* **What you will do**: Below are some entries. Count how many of their lines include "bridge", then give that number only.

* **Stored data**:
* * * * * * *

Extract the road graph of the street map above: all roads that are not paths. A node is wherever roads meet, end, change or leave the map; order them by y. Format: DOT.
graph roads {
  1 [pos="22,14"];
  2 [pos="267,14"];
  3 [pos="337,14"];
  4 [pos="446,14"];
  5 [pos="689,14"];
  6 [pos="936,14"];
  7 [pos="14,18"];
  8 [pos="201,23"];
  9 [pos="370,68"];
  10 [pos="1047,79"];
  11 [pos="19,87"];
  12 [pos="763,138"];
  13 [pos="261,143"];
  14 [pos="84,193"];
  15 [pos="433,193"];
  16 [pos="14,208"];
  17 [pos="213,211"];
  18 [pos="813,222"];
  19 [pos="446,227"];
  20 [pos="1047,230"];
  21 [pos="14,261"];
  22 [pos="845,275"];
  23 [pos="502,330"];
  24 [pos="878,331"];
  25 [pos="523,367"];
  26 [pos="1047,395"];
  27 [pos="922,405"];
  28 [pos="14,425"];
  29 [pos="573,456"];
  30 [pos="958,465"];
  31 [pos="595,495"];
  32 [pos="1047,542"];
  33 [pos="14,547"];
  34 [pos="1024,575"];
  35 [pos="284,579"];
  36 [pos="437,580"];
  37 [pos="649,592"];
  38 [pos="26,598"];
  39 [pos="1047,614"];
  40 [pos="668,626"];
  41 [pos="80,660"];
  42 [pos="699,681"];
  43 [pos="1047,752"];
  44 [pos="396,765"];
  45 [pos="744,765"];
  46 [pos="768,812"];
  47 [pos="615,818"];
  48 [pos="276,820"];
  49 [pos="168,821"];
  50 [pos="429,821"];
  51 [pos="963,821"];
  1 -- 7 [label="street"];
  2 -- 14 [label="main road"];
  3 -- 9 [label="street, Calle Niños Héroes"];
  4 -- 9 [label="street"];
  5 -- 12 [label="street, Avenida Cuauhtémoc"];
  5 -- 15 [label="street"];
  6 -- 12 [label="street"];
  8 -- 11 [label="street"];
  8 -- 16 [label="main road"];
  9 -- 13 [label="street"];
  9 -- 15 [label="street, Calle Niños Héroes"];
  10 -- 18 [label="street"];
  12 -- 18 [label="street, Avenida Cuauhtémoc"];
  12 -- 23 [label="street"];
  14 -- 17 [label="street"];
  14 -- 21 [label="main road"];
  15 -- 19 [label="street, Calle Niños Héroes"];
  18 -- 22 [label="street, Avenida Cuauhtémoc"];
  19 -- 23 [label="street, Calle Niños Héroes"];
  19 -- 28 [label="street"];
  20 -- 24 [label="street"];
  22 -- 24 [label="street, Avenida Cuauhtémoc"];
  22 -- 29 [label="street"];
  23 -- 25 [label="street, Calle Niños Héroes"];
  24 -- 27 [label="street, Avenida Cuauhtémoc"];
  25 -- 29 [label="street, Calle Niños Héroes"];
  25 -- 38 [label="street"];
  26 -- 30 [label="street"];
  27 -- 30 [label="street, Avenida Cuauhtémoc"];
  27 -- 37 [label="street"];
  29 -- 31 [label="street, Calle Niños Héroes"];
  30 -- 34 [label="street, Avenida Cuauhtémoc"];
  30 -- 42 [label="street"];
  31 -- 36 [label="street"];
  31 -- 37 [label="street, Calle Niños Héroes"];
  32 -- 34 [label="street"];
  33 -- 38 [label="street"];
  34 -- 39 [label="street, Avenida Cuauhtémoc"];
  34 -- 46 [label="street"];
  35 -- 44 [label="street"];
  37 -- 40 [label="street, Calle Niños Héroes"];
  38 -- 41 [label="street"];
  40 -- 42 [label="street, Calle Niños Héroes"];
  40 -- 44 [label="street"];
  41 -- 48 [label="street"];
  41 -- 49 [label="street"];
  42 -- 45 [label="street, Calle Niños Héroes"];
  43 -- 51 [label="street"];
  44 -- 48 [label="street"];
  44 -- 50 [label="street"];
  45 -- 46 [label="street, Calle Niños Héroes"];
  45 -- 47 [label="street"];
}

* * * * * * *

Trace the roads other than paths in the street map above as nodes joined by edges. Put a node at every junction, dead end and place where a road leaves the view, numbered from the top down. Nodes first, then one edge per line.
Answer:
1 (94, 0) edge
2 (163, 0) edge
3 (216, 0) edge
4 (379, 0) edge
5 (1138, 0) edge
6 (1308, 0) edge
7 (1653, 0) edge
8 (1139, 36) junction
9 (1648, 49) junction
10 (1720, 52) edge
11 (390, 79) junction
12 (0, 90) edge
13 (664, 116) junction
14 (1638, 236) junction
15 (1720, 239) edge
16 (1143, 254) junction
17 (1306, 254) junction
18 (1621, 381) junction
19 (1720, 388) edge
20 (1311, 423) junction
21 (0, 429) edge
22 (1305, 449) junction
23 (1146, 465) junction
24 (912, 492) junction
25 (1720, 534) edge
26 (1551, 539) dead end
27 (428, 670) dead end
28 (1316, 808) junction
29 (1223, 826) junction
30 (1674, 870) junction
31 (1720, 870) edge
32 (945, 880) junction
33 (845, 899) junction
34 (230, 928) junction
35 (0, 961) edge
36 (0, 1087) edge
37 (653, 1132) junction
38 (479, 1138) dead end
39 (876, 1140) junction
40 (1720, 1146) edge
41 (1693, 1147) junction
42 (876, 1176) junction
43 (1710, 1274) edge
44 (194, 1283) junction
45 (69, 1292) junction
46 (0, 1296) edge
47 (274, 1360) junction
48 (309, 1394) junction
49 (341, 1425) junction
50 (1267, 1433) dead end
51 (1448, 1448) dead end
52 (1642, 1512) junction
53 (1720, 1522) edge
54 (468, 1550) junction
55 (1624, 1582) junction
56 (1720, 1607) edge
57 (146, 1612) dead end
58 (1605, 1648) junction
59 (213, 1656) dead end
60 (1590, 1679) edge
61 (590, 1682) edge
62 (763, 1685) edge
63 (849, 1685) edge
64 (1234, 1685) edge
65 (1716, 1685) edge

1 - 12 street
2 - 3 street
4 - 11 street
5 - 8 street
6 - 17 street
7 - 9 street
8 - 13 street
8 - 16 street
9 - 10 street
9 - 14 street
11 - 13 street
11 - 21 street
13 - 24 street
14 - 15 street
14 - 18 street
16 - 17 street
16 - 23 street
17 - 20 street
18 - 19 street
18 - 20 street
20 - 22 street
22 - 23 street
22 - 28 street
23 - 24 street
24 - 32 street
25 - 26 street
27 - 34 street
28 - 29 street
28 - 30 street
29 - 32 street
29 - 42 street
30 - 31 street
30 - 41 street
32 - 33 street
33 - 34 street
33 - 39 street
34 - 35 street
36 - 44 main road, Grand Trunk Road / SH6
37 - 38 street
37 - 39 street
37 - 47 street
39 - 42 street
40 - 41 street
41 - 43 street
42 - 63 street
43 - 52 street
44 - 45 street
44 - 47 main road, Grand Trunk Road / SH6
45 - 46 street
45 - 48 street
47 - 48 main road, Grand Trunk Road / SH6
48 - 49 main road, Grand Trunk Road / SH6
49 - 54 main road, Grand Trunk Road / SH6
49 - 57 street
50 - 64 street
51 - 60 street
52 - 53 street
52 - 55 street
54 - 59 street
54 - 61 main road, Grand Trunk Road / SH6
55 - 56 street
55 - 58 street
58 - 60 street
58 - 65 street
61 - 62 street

* * * * * * *

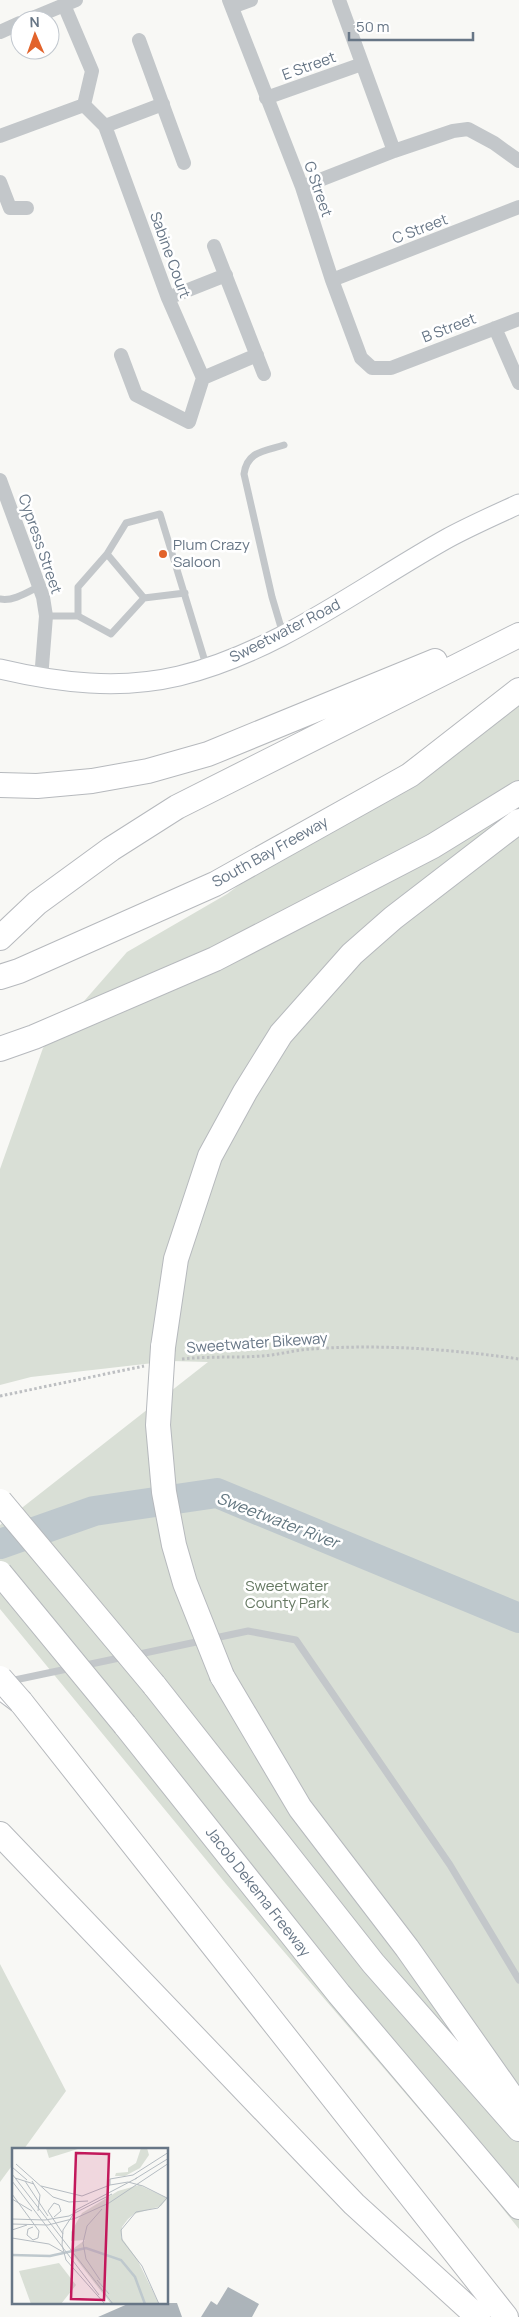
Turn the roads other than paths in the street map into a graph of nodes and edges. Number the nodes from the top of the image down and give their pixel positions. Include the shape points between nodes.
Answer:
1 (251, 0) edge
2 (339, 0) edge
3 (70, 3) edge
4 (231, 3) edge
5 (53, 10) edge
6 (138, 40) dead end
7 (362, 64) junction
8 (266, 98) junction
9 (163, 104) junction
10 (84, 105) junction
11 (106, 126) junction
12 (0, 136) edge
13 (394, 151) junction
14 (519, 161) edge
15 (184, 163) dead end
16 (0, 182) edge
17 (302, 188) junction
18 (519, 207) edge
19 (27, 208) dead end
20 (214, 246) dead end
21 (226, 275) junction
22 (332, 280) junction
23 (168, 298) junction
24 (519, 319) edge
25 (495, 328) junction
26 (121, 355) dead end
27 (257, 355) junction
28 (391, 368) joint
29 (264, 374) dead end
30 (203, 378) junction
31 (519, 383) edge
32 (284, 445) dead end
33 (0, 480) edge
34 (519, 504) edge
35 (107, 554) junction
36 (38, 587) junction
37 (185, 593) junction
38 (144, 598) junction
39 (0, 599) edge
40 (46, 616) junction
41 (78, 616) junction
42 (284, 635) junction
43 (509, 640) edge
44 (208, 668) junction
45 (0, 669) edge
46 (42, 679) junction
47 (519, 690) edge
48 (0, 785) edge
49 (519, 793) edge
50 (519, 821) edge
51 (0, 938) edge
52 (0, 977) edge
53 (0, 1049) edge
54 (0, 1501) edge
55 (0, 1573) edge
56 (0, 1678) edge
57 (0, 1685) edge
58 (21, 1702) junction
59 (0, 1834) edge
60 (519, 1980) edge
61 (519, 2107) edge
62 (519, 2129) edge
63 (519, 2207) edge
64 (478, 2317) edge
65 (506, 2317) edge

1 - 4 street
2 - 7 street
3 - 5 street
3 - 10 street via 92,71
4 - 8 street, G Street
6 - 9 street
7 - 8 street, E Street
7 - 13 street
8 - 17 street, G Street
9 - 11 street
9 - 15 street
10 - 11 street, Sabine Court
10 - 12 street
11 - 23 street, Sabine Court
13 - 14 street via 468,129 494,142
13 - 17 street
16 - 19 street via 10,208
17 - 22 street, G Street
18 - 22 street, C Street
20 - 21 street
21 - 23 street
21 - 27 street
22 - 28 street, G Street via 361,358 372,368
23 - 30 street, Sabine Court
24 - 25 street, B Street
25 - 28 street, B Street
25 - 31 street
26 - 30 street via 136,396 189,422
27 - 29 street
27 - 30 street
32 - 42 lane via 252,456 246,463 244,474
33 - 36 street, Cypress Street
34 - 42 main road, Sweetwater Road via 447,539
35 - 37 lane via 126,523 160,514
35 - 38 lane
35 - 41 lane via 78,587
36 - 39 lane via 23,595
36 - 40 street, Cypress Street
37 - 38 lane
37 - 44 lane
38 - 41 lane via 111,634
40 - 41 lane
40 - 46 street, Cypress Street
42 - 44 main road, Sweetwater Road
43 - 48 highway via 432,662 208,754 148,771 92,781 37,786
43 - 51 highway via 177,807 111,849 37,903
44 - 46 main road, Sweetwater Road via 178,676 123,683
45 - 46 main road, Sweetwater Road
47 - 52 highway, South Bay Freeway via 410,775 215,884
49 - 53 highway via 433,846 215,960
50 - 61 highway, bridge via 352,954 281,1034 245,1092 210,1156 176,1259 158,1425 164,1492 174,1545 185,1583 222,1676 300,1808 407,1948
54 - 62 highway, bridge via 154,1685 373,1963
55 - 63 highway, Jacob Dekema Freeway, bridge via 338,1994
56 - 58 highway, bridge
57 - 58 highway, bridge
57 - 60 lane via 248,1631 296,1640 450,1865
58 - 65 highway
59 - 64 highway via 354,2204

* * * * * * *

* **Final answer**: 5